Dataset entries:
________

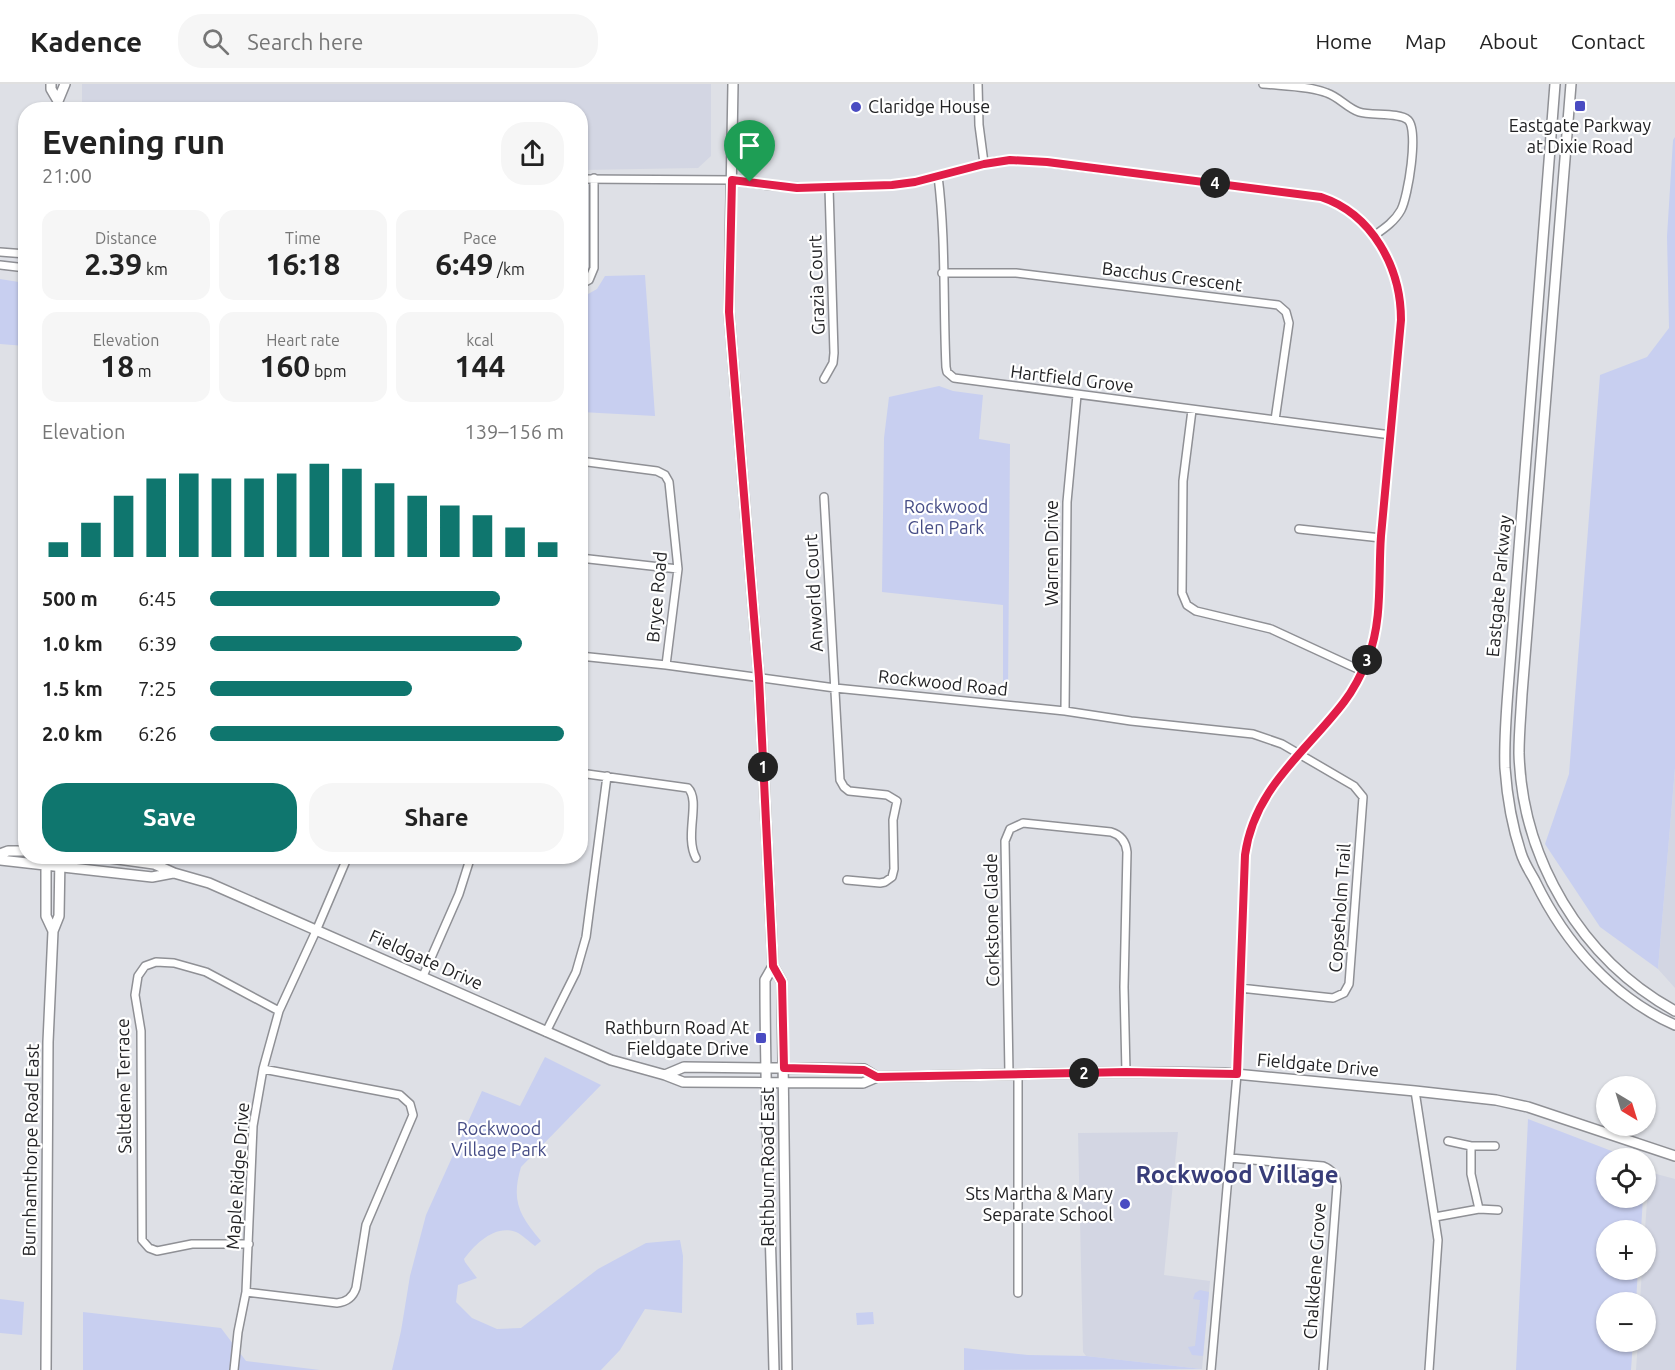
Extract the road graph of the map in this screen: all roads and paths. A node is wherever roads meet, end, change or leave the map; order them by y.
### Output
1 (51, 84) edge
2 (65, 84) edge
3 (732, 84) edge
4 (978, 84) edge
5 (1263, 84) edge
6 (1555, 84) edge
7 (1571, 84) edge
8 (57, 102) edge
9 (59, 102) edge
10 (984, 164) junction
11 (938, 176) junction
12 (588, 178) edge
13 (594, 178) junction
14 (732, 180) junction
15 (829, 188) junction
16 (1375, 235) junction
17 (0, 252) edge
18 (18, 253) edge
19 (0, 266) edge
20 (18, 267) edge
21 (942, 273) junction
22 (588, 280) edge
23 (824, 379) dead end
24 (1077, 395) junction
25 (1192, 410) junction
26 (1275, 420) junction
27 (1390, 435) junction
28 (588, 462) edge
29 (824, 497) dead end
30 (1299, 529) dead end
31 (1381, 538) junction
32 (588, 559) edge
33 (678, 569) junction
34 (588, 658) edge
35 (666, 665) junction
36 (1362, 671) junction
37 (759, 678) junction
38 (835, 687) junction
39 (1065, 711) junction
40 (1298, 754) junction
41 (588, 774) edge
42 (607, 776) junction
43 (18, 852) edge
44 (0, 854) edge
45 (696, 858) dead end
46 (0, 860) edge
47 (18, 861) edge
48 (46, 864) edge
49 (60, 864) edge
50 (77, 864) edge
51 (154, 864) edge
52 (345, 864) edge
53 (468, 864) edge
54 (174, 873) junction
55 (847, 880) dead end
56 (53, 931) junction
57 (316, 931) junction
58 (773, 966) junction
59 (423, 976) junction
60 (1240, 988) junction
61 (279, 1011) junction
62 (1675, 1011) edge
63 (1675, 1025) edge
64 (546, 1032) junction
65 (765, 1068) junction
66 (784, 1068) junction
67 (263, 1069) junction
68 (1126, 1072) junction
69 (1014, 1074) junction
70 (1237, 1074) junction
71 (665, 1075) junction
72 (877, 1077) junction
73 (765, 1083) junction
74 (784, 1083) junction
75 (1415, 1090) junction
76 (1448, 1141) dead end
77 (1471, 1146) junction
78 (1496, 1146) dead end
79 (1675, 1156) edge
80 (1230, 1158) junction
81 (1479, 1209) junction
82 (1498, 1210) dead end
83 (1435, 1216) junction
84 (249, 1244) junction
85 (246, 1292) junction
86 (1018, 1293) dead end
87 (46, 1370) edge
88 (234, 1370) edge
89 (774, 1370) edge
90 (787, 1370) edge
91 (1211, 1370) edge
92 (1323, 1370) edge
93 (1429, 1370) edge

1 - 8 street
2 - 9 street
3 - 14 street, Rathburn Road East
4 - 10 street
5 - 16 street
6 - 63 street, Eastgate Parkway
7 - 62 street, Eastgate Parkway
10 - 11 street
10 - 16 street
11 - 15 street
11 - 21 street, Hartfield Grove
12 - 13 street
13 - 14 street
13 - 22 street
14 - 15 street
14 - 37 street, Rathburn Road East
15 - 23 street, Grazia Court
16 - 27 street
17 - 18 street
19 - 20 street
21 - 24 street, Hartfield Grove
21 - 26 street, Bacchus Crescent
24 - 25 street, Hartfield Grove
24 - 39 street, Warren Drive
25 - 26 street, Hartfield Grove
25 - 36 street
26 - 27 street, Hartfield Grove
27 - 31 street
28 - 33 street, Bryce Road
29 - 38 street, Anworld Court
30 - 31 street
31 - 36 street
32 - 33 street
33 - 35 street, Bryce Road
34 - 35 street, Rockwood Road
35 - 37 street, Rockwood Road
36 - 40 street
37 - 38 street, Rockwood Road
37 - 58 street, Rathburn Road East
38 - 39 street, Rockwood Road
38 - 55 street, Anworld Court
39 - 40 street, Rockwood Road
40 - 60 street
40 - 60 street, Copseholm Trail
41 - 42 street
42 - 45 street
42 - 64 street
43 - 44 street
46 - 47 street, Fieldgate Drive
48 - 56 street, Burnhamthorpe Road East
49 - 56 street, Burnhamthorpe Road East
50 - 54 street, Fieldgate Drive
51 - 54 street, Fieldgate Drive
52 - 57 street, Maple Ridge Drive
53 - 59 street
54 - 57 street, Fieldgate Drive
56 - 87 street, Burnhamthorpe Road East
57 - 59 street, Fieldgate Drive
57 - 61 street, Maple Ridge Drive
58 - 65 street, Rathburn Road East
58 - 66 street, Rathburn Road East
59 - 64 street, Fieldgate Drive
60 - 70 street
61 - 67 street, Maple Ridge Drive
61 - 84 street, Saltdene Terrace
64 - 71 street, Fieldgate Drive
65 - 66 street, Fieldgate Drive
65 - 71 street, Fieldgate Drive
65 - 73 street, Rathburn Road East
66 - 72 street, Fieldgate Drive
66 - 74 street, Rathburn Road East
67 - 84 street, Maple Ridge Drive
67 - 85 street
68 - 69 street, Fieldgate Drive
68 - 69 street, Corkstone Glade
68 - 70 street, Fieldgate Drive
69 - 72 street, Fieldgate Drive
69 - 86 street
70 - 75 street, Fieldgate Drive
70 - 80 street
71 - 73 street, Fieldgate Drive
72 - 74 street, Fieldgate Drive
73 - 74 street, Fieldgate Drive
73 - 89 street, Rathburn Road East
74 - 90 street, Rathburn Road East
75 - 79 street, Fieldgate Drive
75 - 83 street
76 - 77 street
77 - 78 street
77 - 81 street
80 - 91 street
80 - 92 street, Chalkdene Grove
81 - 82 street
81 - 83 street
83 - 93 street
84 - 85 street, Maple Ridge Drive
85 - 88 street, Maple Ridge Drive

________

Your task: State the number of lines in the preceding data that contain the word "Ridge", and nothing besides.

Result of this task: 6